Чем дальше он говорил, тем отчаяннее перепуганная Гретхен прижималась к Христиане:
— Это все правда, сударыня! Все, про что он толкует! Но откуда он знает? Боже мой, сударыня, неужели и вправду Демон овладел мною?
— Успокойся, Гретхен, — сказала Христиана. — Господин Самуил просто забавляется, играя двусмысленностями. Нельзя властвовать, внушая ненависть. Повелевают лишь теми, кто тебе отдается.
— Будь это так, — усмехнулся Самуил, — Наполеон не владел бы двадцатью провинциями, которые он завоевал. Ну да все равно! Я не из тех, кто отступает, когда ему бросают вызов, пусть и в такой форме, как это сделали вы. Так вы считаете, сударыня, что обладать можно лишь тогда, когда тебе отдаются? Что ж, идет! Вы мне отдадитесь.
— Презренный! — в один голос воскликнули Христиана и Гретхен, одновременно вскочив с мест, задыхаясь от гнева и обиды.
— Что до тебя, Гретхен, — продолжал Самуил, — чтобы твое наказание было скорым, а пример — впечатляющим, ты отдашься мне не позже чем через неделю.
— Ты лжешь! — закричала Гретхен.
— Я, кажется, уже говорил вам, что никогда не лгу, — бесстрастно отвечал Самуил.
— Гретхен, — сказала Христиана, — ты не будешь больше оставаться одна в хижине. Все ночи ты отныне должна проводить в замке.

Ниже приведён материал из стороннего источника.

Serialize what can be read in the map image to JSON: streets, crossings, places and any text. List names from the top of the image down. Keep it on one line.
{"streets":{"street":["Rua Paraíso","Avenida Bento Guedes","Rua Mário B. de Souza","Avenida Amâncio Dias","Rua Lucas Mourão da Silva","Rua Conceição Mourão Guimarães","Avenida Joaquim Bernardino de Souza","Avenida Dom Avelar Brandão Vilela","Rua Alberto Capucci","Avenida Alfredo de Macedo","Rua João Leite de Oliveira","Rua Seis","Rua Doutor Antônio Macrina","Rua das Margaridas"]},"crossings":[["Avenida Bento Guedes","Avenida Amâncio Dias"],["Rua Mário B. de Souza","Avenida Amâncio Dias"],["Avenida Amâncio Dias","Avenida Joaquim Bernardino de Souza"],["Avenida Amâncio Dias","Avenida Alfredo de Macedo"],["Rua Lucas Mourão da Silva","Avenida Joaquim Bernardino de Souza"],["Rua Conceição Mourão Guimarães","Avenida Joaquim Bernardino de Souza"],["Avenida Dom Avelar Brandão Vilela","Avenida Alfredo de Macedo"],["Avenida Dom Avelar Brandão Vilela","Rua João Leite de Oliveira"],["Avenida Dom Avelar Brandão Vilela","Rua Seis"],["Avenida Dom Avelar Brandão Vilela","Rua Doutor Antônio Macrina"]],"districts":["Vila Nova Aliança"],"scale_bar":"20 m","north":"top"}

— О, разумеется, замок для меня неприступен! — пожал плечами Самуил. — Но вы, по-моему, упорствуете в заблуждении, якобы я намереваюсь прибегнуть к насилию. Повторяю еще раз: у меня нет нужды в средствах такого рода. Просто там, где Юлиус и ему подобные слюнтяи пускают в ход нежности, пленяют красотой или пользуются удобным случаем, если таковой подвернется, мне, как я полагаю, позволено воспользоваться моими знаниями, плодами упорного труда. Гретхен будет свободна распоряжаться собой, но я, вероятно, вправе обратить в свою пользу ее тайные инстинкты, склонности ее натуры. Их я и возьму себе в союзники. И разве я не имею права разбудить любовные вожделения ее сердца, желание, дремлющее в глубине ее грез, наконец, разжечь в крови этой прекрасной дикарки тот необузданный огонь, что разливался по жилам ее матери, цыганки и потаскушки?
— А, негодяй, так ты еще оскорбляешь память моей матери! — вскричала Гретхен.